I grew up in a small town in Germany and was told to trust the police. In German, there is a saying "Die Polizei - dein Freund und Helfer" (the police - your friend and helper) and I lived by this. I was told, if I got lost, or something bad happened, I could turn to the police and they would help me. The notion that I should fear them was utterly foreign to me. The talk Tyler and Marvin's mother has with her boys in this book, about keeping their heads down, about watching out for the police, is one my parents never had to have with my sisters or with me, and I realize how privileged we are for this. Though by now, of course, I know that many people in the US (where I currently live and have for many years), grew up without this thought of the police as a societal safety net. There are many policemen and women, one cannot forget, who are truly good and helpful people, who respect their duty to the community, no matter the color of anyone's skin, or their background.
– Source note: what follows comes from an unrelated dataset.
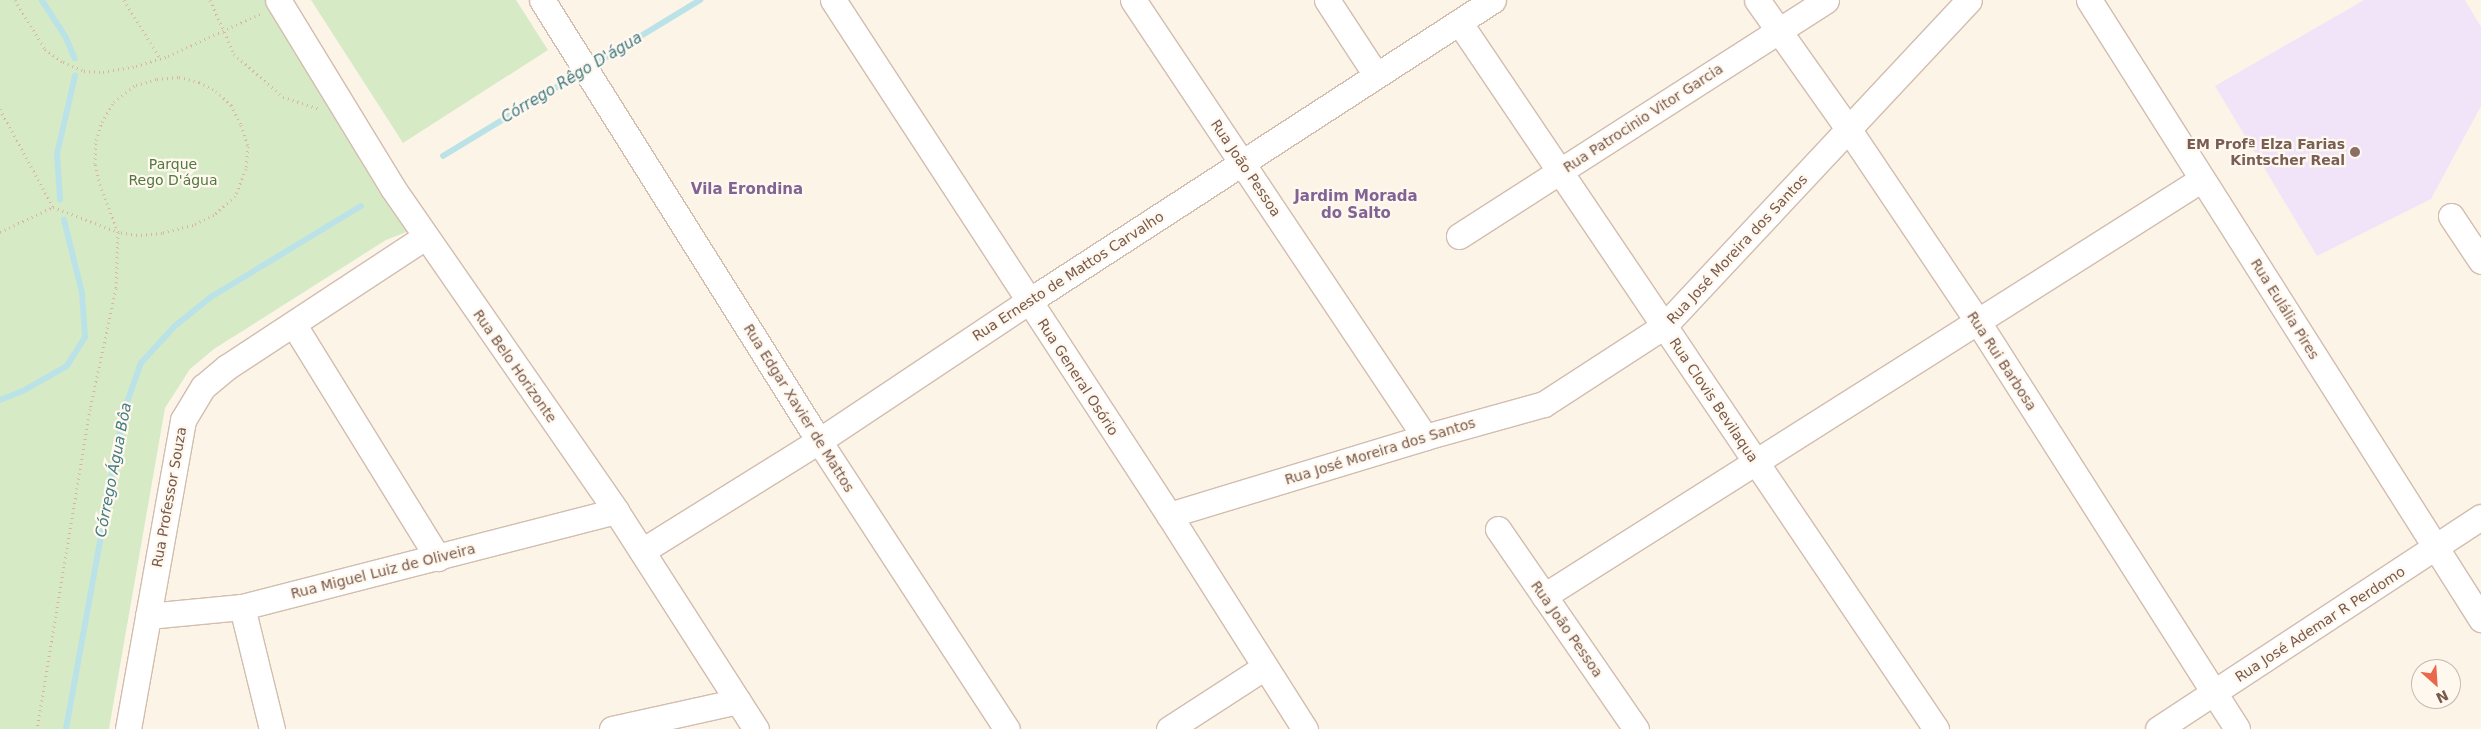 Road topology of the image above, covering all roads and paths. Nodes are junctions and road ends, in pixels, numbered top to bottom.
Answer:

But one cannot ignore that there are also many, whose prejudice has provoked them to cause irreparable damage and rarely face the consequences. To bring attention to this and to encourage a conversation to provoke change and awareness, I think books like Tyler Johnson Was Here are valuable and important, and I hope they are being read and discussed in classrooms.
There is something visceral, almost intrusive about the way the author confronts the reader with the grief of this broken family, that will force readers of all ages to think. Jay Coles strips away barriers, forcing you to see, feel, hear the pain of loss and to comprehend how utterly senseless violence is. Though the writing was, perhaps, not incredibly polished, and I saw some flaws and oversimplifications in his approach, I can see this author having a promising career ahead of him.
Now, I know I said I was conflicted about writing this review, and I want to explain. I am happy to rate this book four stars, because it was thought-provoking and told a truly important story. My little niggle is that I could tell this was a debut, by which I mean, I felt the language was a bit immature, some of the ideas not as developed as they could have been, and the writing not its strongest point. I also found it was a little simplistic to make the majority of white people out to be racists and inherently bad (not just the police, but also the MIT rep, who makes it clear Tyler could only get into the school to fill a diversity quota). There is also a scene in which one of Marvin's friends says he hates white people and when his other friend says that he is being racist, too, Marvin reasons that he is only prejudiced, not racist, which I found to be a problematic and unformed dismissal. Generalizing against groups of people based on skin color is not a step forward - as I thought the author was trying to say, so it seemed counter-productive to offer so little nuance. This area of the book could have been given a more consideration. If we want change, we all have to work together. Coles also makes use of a vast number of metaphors and similes, which felt too much at times, but overuse of these is also a bit of a pet peeve for me, so this could simply be a personal issue. The protagonists may be teenagers, but that is also the case in The Hate U Give and Dear Martin, and I was deeply impressed with both. That being said, the author of Tyler Johnson Was Here is very young, only twenty-two, I believe, and for that, this book is definitely quite a feat. And despite slightly unpolished writing at times, and a few under-developed issues, there were many incredibly moving scenes and the author doesn’t shy away from portraying the protagonist‘s emotions in light of what had happened to his family. I wish Jay Coles success in both his writing and activism, and though this book wasn't perfect, it was a solid way to send a message which I hope is heard and inspires change.